Email client like outlook supports various email types such as plain text and HTML type. It allows the client to choose the email format.
How does Strategy Pattern Works?
The Strategy pattern is simple yet popular design pattern mostly works together with State pattern. Following are the steps involved to create strategy design pattern:
- Implement a Strategy interface for your strategy objects. This interface defines the strategy object behavior.
- Implement Concrete Strategy classes that implement the Strategy interface defined in the above step.
- Create a Context class and maintain the reference to strategy object. Create a setter and getter method to allow access to a strategy object.
Strategy Design Pattern Example
Let us take the example of a program that performs various number sorting algorithm such as Insertion sort, Selection Sort, Merge Sort etc. It allows the client to choose which type of sorting he would like to perform.

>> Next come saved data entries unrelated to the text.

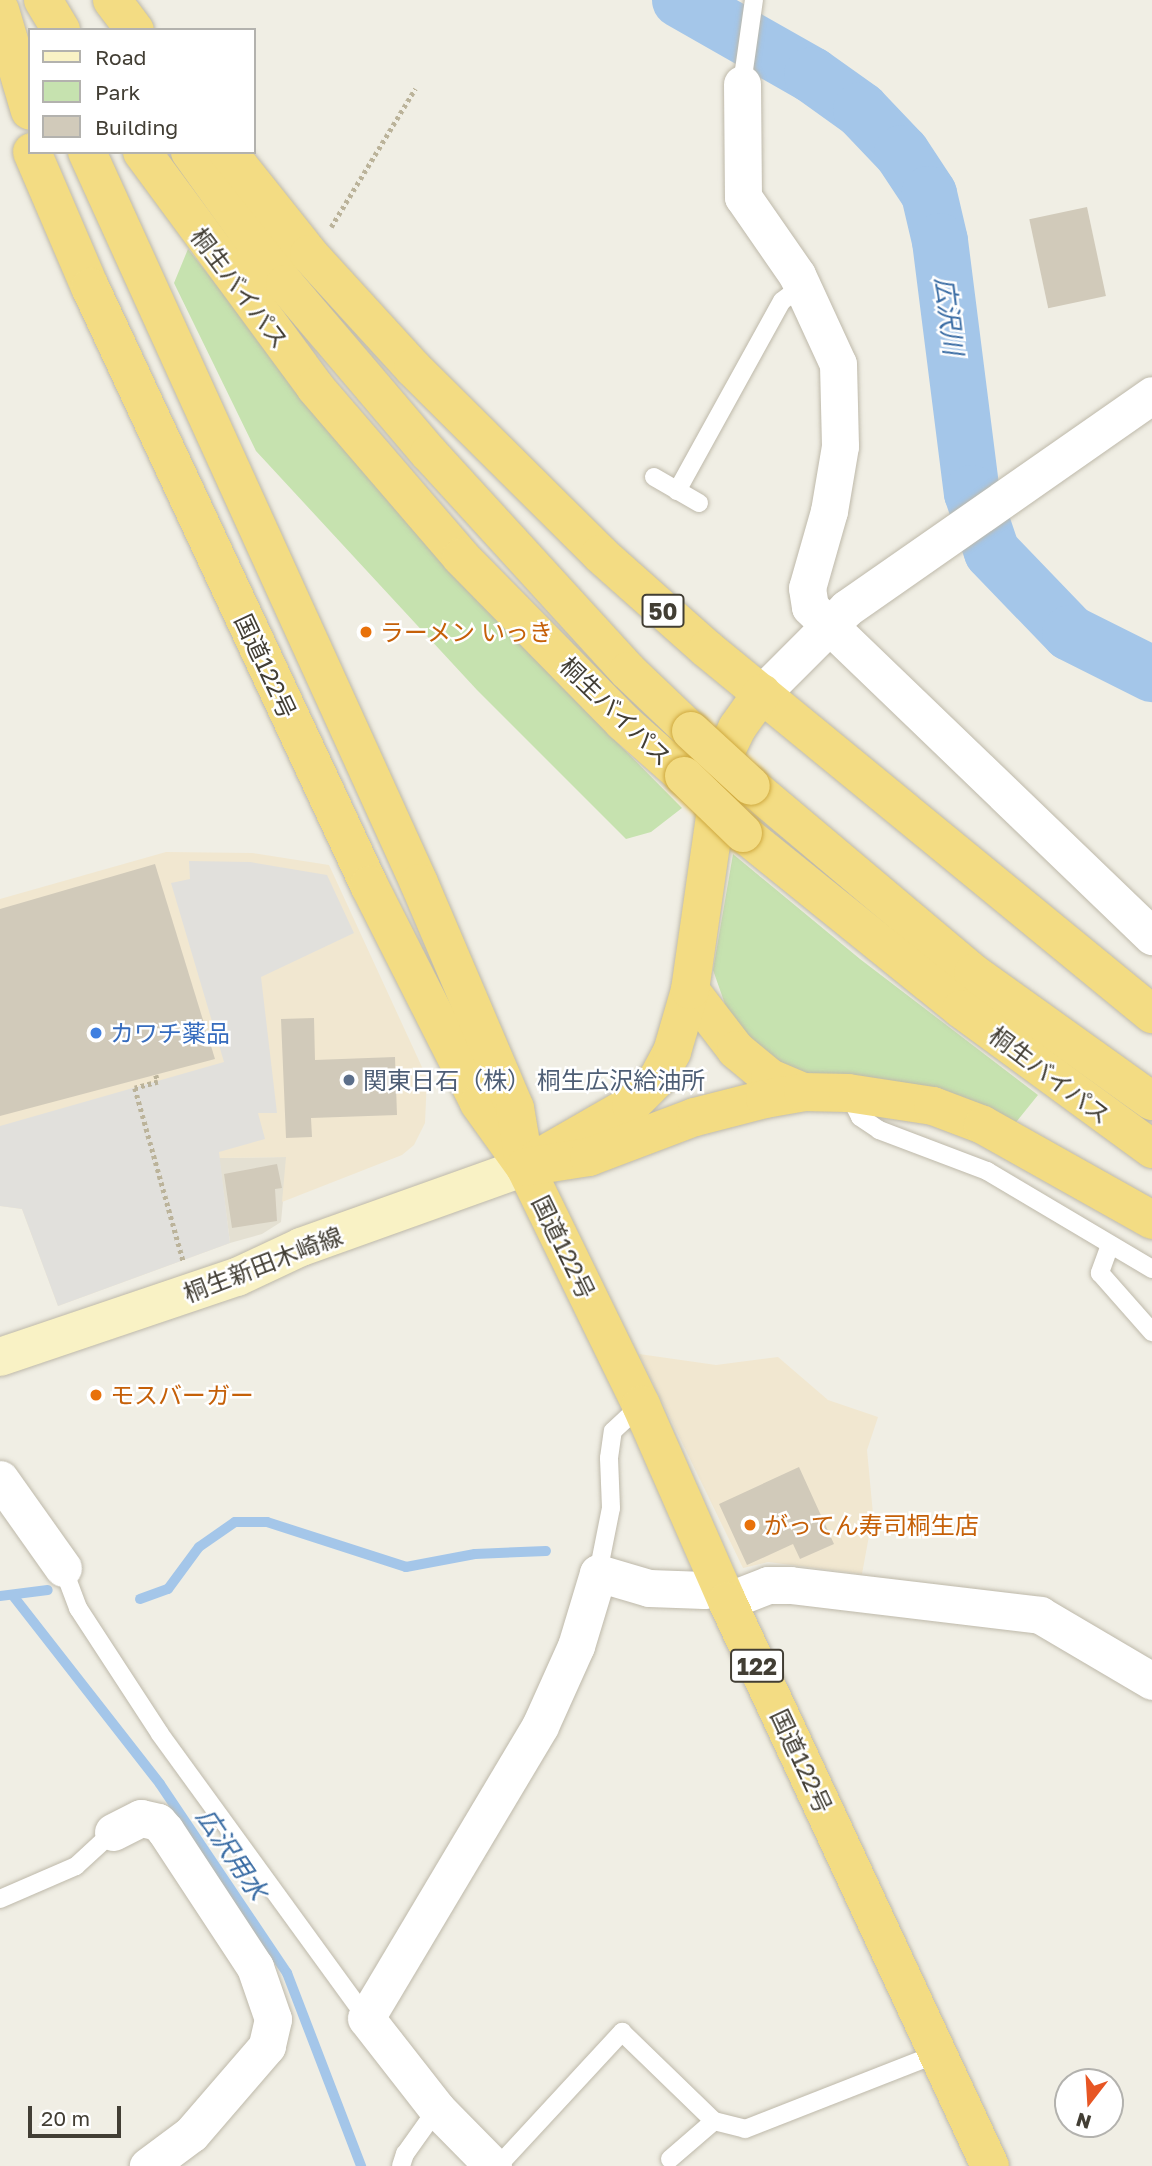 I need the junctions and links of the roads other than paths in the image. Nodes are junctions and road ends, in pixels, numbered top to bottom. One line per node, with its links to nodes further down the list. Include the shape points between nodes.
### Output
1 (34, 0): 7 (highway)
2 (43, 0): 8 (highway)
3 (89, 0): 9 (highway)
4 (112, 0): 10 (highway)
5 (754, 0): 11 (lane)
6 (0, 10): 13 (highway)
7 (41, 28)
8 (60, 28)
9 (106, 28)
10 (133, 28)
11 (745, 73): 22 (street, via 743,197)
12 (0, 81): 14 (highway, 国道122号)
13 (28, 104)
14 (28, 143)
15 (33, 154): 21 (highway, 国道122号)
16 (48, 154): 21 (highway, via 69,205)
17 (88, 154): 36 (highway, 国道122号, via 419,883 515,1108)
18 (143, 154): 35 (highway, 桐生バイパス, bridge, via 315,387 461,557 622,722 743,833 971,1017)
19 (191, 154): 34 (highway, 桐生バイパス / 50, bridge, via 285,284 495,529 691,731 973,973)
20 (230, 154): 28 (highway, 50, via 309,254 536,494 656,605)
21 (69, 238): 36 (highway, 国道122号, via 369,884 479,1103)
22 (802, 286): 25 (lane, via 782,301); 27 (street, via 838,364 837,471 806,597)
23 (1152, 395): 27 (street, via 961,525)
24 (654, 477): 25 (lane)
25 (677, 491): 26 (lane)
26 (699, 503)
27 (828, 623): 28 (street); 29 (street)
28 (762, 694): 30 (highway, via 724,755); 31 (highway, 50)
29 (1152, 936)
30 (690, 990): 32 (highway, via 736,1050 770,1078); 36 (highway, via 671,1052 644,1094)
31 (1152, 1014)
32 (803, 1092): 33 (highway); 36 (highway, via 695,1117 589,1157)
33 (848, 1093): 37 (highway, via 933,1106 984,1125); 38 (lane, via 860,1117 880,1130 987,1171)
34 (1152, 1101)
35 (1152, 1149)
36 (525, 1167): 41 (main road, 桐生新田木崎線, via 301,1247 237,1277); 42 (highway, 国道122号 / 122)
37 (1152, 1220)
38 (1110, 1245): 39 (lane); 40 (lane, via 1100,1273)
39 (1152, 1269)
40 (1152, 1332)
41 (3, 1348)
42 (640, 1405): 45 (lane, via 613,1431 608,1458 611,1508); 46 (highway, 国道122号 / 122)
43 (0, 1479): 44 (street)
44 (63, 1569): 50 (lane, via 78,1608 160,1734)
45 (598, 1573): 46 (street, via 649,1588); 50 (street, via 576,1646 540,1726)
46 (723, 1593): 47 (street, via 790,1585 1040,1615); 51 (highway, 国道122号 / 122)
47 (1152, 1681)
48 (113, 1832): 49 (lane, via 76,1866); 55 (street, via 141,1818 158,1822 165,1830 255,1967 273,2019 267,2046 191,2134)
49 (0, 1899)
50 (366, 2018): 52 (street)
51 (939, 2053): 53 (lane, via 745,2129); 58 (highway, 国道122号 / 122)
52 (437, 2109): 56 (lane); 57 (street)
53 (714, 2120): 54 (lane); 57 (lane, via 622,2032)
54 (669, 2164)
55 (148, 2166)
56 (401, 2166)
57 (495, 2166)
58 (990, 2166) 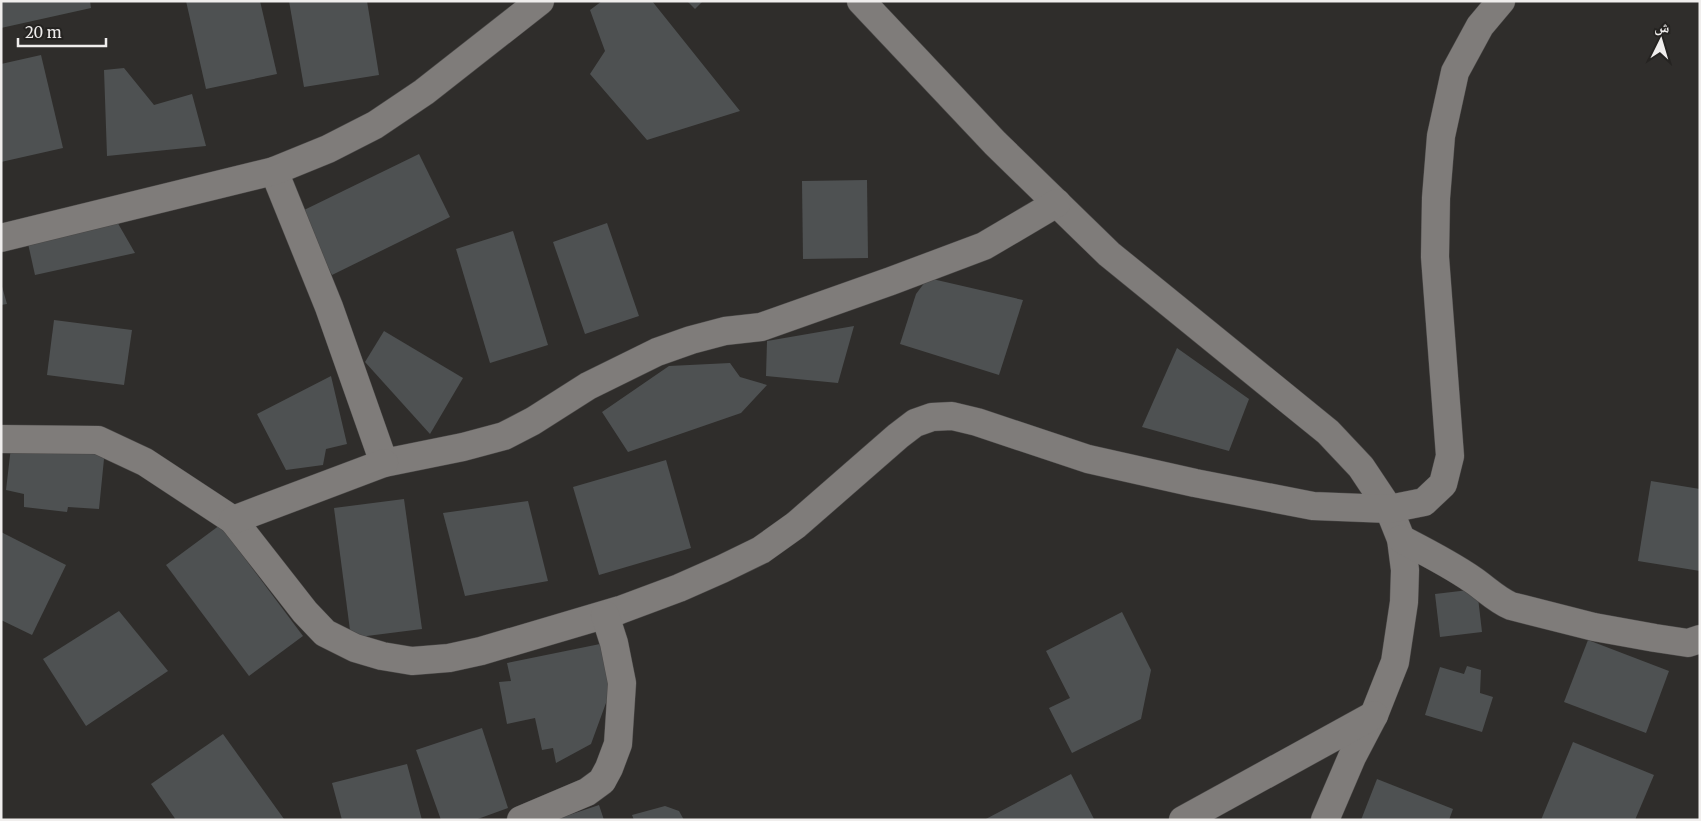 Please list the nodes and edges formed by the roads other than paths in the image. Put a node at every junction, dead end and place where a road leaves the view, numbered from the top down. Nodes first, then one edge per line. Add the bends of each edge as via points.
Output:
1 (540, 1) edge
2 (861, 1) edge
3 (1502, 1) edge
4 (274, 171) junction
5 (1057, 203) junction
6 (1, 238) edge
7 (1, 440) edge
8 (384, 463) junction
9 (1389, 509) junction
10 (233, 520) junction
11 (1401, 539) junction
12 (605, 615) junction
13 (1700, 638) edge
14 (1374, 715) junction
15 (521, 820) edge
16 (1183, 820) edge
17 (1325, 820) edge

1 - 4 street via 424,92 375,124 328,149
2 - 5 street via 995,143
3 - 9 street via 1480,26 1455,72 1441,136 1435,257 1450,456 1443,484 1424,502
4 - 6 street
4 - 8 street via 329,306
5 - 8 street via 984,246 891,281 761,327 691,340 657,352 588,386 504,436
5 - 9 street via 1109,254 1328,432 1361,467
7 - 10 street via 98,440 145,462
8 - 10 street
9 - 11 street
9 - 12 street via 1313,506 1194,483 1088,460 977,422 952,416 932,417 915,423 898,436 796,525 761,550 679,588
10 - 12 street via 305,612 326,633 355,648 382,656 412,661 448,658
11 - 13 street via 1457,570 1511,606 1655,638 1688,643
11 - 14 street via 1405,570 1403,610 1395,662
12 - 15 street via 622,683 618,744 609,768 602,781 587,792
14 - 16 street
14 - 17 street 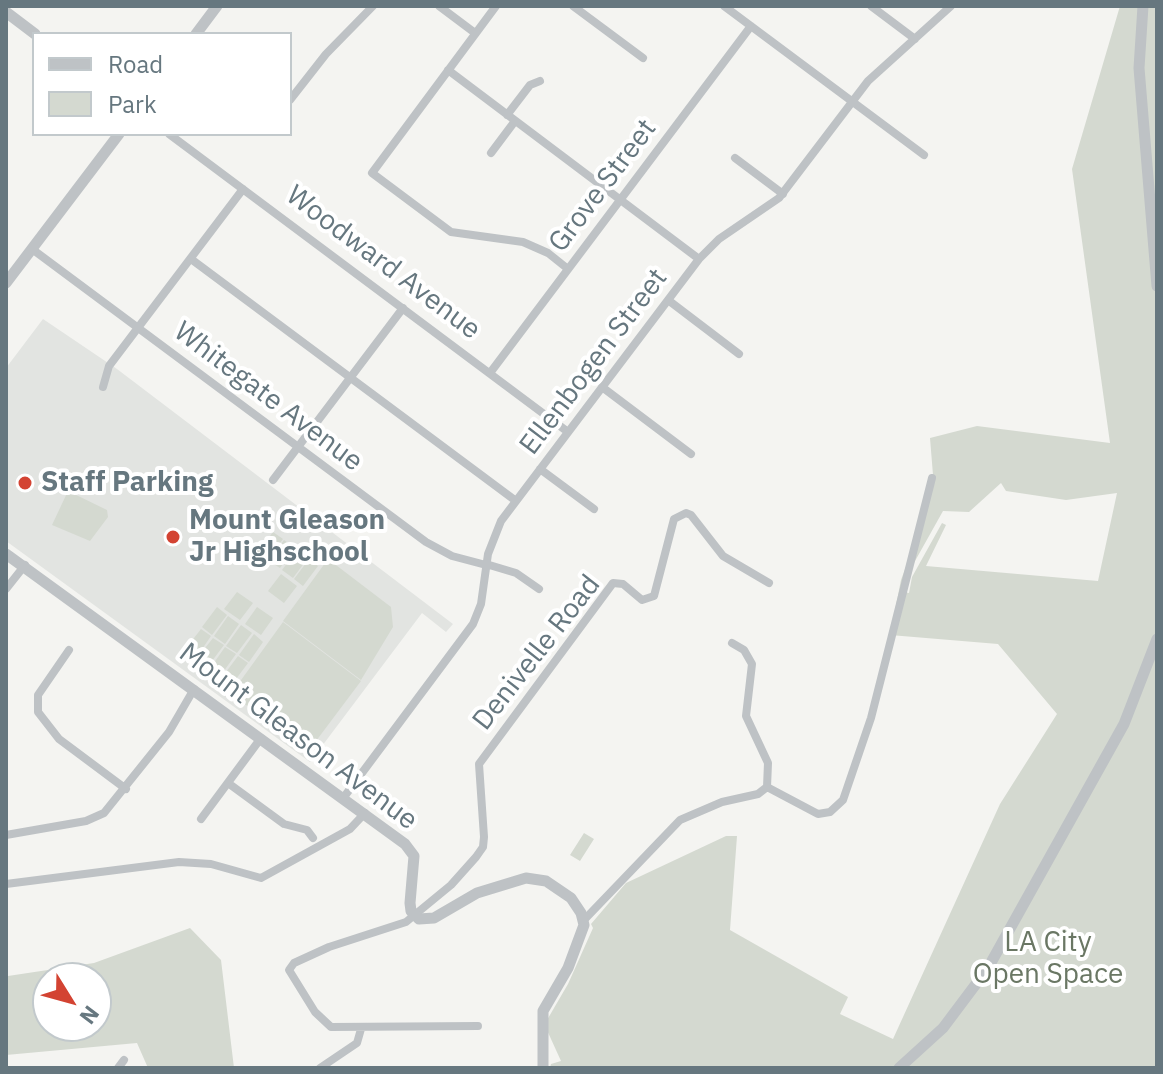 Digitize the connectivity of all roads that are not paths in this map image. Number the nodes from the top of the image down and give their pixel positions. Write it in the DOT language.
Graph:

The above use case can be represented in the following class diagram
SortingStrategy.java
public interface SortingStrategy { public void sort(int[] numbers); }
SelectionSort.java
public class SelectionSort implements SortingStrategy { @Override public void sort(int[] numbers) { System.out.println("Selection Sort!"); int i, j, first, temp; for (i = numbers.length - 1; i > 0; i--) { first = 0; for (j = 1; j <= i; j++) { if (numbers[j] > numbers[first]) first = j; } temp = numbers[first]; numbers[first] = numbers[i]; numbers[i] = temp; } System.out.println(Arrays.toString(numbers)); } }
InsertionSort.java
public class InsertionSort implements SortingStrategy { @Override public void sort(int[] numbers) { System.out.println("Insertion Sort!"); for (int i = 1; i < numbers.length; i++) { int temp = numbers[i]; int j; for (j = i - 1; (j >= 0) && (numbers[j] > temp); j--) { numbers[j + 1] = numbers[j]; } numbers[j + 1] = temp; } System.out.println(Arrays.toString(numbers)); } }
public class SortingContext { private SortingStrategy strategy; public void setSortingMethod(SortingStrategy strategy) { this.strategy = strategy; } public SortingStrategy getStrategy() { return strategy; } public void sortNumbers(int[] numbers){ strategy.sort(numbers); } }
TestMain.java
Here is how client using strategy pattern
public class TestMain { public static void main(String[] args) { int numbers[] = {20, 50, 15, 6, 80}; SortingContext context = new SortingContext(); context.setSortingMethod(new InsertionSort()); context.sortNumbers(numbers); System.out.println("***********"); context.setSortingMethod(new SelectionSort()); context.sortNumbers(numbers); } }
Output
Insertion Sort! [6, 15, 20, 50, 80] *********** Selection Sort! [6, 15, 20, 50, 80]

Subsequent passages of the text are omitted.